Family Album
- First edition
- Author: Danielle Steel
- Language: English
- Genre: Romance novel; Drama;
- Publisher: Delacorte Press
- Publication date: 1985
- Publication place: United States
- Media type: Print (hardcover & paperback)
- ISBN: 0-385-29392-5

= Family Album (novel) =

1985 novel by Danielle Steel

Family Album is a 1985 romance novel by American Danielle Steel. It was adapted into a 1994 TV miniseries starring Jaclyn Smith. It is Steel's eighteenth novel.

==Plot==
Family Album tells the story of Faye Price (later Thayer), since World War II to her death in present day. It relates her professional life as an actress in Hollywood's golden era to finally becoming one of the first female directors in Hollywood.
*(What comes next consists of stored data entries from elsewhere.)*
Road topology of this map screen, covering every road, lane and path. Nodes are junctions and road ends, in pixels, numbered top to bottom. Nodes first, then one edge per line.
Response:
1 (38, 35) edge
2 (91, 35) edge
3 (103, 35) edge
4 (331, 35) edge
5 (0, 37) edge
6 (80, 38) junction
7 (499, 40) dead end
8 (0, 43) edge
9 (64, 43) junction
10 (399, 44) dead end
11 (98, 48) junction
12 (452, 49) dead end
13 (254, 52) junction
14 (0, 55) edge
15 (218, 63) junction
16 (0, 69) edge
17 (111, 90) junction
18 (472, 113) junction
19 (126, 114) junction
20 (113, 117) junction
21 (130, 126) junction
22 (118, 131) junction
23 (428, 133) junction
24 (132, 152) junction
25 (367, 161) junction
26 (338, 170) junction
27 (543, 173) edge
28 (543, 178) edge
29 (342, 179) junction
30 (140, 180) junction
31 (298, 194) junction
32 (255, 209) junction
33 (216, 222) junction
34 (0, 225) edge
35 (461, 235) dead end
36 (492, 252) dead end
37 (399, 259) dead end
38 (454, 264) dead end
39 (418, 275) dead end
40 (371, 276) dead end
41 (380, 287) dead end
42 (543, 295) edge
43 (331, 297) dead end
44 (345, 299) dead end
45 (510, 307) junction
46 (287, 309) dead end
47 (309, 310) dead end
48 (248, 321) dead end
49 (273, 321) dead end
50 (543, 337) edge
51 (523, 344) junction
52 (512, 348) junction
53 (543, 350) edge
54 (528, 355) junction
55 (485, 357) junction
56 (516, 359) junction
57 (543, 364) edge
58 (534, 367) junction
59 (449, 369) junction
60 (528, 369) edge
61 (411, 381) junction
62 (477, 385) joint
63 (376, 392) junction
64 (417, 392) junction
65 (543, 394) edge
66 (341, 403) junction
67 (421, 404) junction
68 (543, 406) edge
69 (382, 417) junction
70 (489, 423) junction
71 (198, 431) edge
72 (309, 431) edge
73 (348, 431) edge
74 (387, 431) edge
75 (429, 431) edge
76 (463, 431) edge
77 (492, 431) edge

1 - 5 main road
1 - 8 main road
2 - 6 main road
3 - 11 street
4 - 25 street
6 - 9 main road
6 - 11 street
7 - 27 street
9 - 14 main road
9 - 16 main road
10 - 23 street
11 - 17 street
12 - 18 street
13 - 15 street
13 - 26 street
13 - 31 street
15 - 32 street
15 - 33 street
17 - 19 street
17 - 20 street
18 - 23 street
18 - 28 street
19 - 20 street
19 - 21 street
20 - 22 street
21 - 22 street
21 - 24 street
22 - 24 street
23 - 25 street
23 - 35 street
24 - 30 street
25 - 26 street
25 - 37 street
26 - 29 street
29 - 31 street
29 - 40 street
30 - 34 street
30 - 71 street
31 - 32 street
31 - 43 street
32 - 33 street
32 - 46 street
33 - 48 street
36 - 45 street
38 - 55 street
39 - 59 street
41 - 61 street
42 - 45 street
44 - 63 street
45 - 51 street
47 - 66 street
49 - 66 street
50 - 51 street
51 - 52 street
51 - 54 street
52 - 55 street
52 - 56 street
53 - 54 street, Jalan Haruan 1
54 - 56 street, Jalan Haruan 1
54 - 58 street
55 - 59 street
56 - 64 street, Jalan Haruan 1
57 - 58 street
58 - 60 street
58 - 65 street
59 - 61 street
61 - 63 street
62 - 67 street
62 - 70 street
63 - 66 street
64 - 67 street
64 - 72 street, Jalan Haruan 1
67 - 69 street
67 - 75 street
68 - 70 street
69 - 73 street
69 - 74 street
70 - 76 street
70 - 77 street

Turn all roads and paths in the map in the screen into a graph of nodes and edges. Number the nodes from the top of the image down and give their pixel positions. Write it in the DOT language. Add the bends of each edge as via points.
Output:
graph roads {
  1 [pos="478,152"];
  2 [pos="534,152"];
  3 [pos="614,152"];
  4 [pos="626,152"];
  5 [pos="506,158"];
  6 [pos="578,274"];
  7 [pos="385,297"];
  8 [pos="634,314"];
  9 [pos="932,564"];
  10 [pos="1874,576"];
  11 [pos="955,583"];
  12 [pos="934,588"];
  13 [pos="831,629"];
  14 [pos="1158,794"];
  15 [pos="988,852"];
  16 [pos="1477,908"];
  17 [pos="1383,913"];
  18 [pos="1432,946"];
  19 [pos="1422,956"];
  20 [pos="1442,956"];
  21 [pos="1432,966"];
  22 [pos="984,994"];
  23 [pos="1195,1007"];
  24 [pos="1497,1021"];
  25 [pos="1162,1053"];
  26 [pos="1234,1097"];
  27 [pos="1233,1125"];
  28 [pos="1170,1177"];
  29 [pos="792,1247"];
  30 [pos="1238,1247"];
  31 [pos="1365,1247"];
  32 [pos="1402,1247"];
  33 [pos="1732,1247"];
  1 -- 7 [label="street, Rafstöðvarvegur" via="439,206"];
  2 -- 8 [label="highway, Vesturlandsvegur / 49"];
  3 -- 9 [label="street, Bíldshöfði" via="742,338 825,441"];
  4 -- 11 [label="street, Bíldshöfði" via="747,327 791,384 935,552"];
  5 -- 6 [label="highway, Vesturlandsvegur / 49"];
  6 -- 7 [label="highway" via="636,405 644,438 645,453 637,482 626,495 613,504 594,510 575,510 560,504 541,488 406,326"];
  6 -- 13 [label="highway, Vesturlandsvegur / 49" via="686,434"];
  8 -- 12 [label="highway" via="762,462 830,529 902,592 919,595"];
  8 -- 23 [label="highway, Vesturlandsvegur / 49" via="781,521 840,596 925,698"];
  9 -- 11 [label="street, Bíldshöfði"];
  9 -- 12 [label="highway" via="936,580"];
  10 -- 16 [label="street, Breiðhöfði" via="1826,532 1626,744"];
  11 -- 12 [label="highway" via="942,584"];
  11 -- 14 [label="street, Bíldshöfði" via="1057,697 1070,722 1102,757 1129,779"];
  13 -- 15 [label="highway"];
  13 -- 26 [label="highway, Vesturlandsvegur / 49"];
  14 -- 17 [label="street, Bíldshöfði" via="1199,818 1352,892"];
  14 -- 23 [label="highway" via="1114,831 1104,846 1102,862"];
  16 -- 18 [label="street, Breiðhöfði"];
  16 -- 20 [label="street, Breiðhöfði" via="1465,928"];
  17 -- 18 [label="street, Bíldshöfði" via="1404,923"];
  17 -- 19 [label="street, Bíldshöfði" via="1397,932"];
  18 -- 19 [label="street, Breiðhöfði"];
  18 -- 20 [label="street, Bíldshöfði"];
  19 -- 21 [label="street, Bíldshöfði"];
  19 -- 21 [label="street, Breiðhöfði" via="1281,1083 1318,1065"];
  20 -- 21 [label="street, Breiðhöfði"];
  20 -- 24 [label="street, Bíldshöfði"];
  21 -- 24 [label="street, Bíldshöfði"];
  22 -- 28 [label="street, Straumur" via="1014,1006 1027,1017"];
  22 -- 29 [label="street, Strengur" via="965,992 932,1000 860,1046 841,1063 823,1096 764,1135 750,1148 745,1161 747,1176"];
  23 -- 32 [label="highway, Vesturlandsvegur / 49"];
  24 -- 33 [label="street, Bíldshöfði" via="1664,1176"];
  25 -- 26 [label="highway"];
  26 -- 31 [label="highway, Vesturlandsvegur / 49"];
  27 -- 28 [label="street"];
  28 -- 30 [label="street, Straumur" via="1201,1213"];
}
But more important to her is her family life, from her marriage, the birth of her children, separations and reconciliations with her husband, the struggles to raise her children, and the problems they go through once grown up until, in the end, they come through stronger from the ordeal.

==Adaptation==

Family Album was adapted by Karol Ann Hoeffner into a 1994 NBC television miniseries starring Jaclyn Smith as Faye and Michael Ontkean as Ward. Though the plot was simplified from the original novel, it retains the basic story.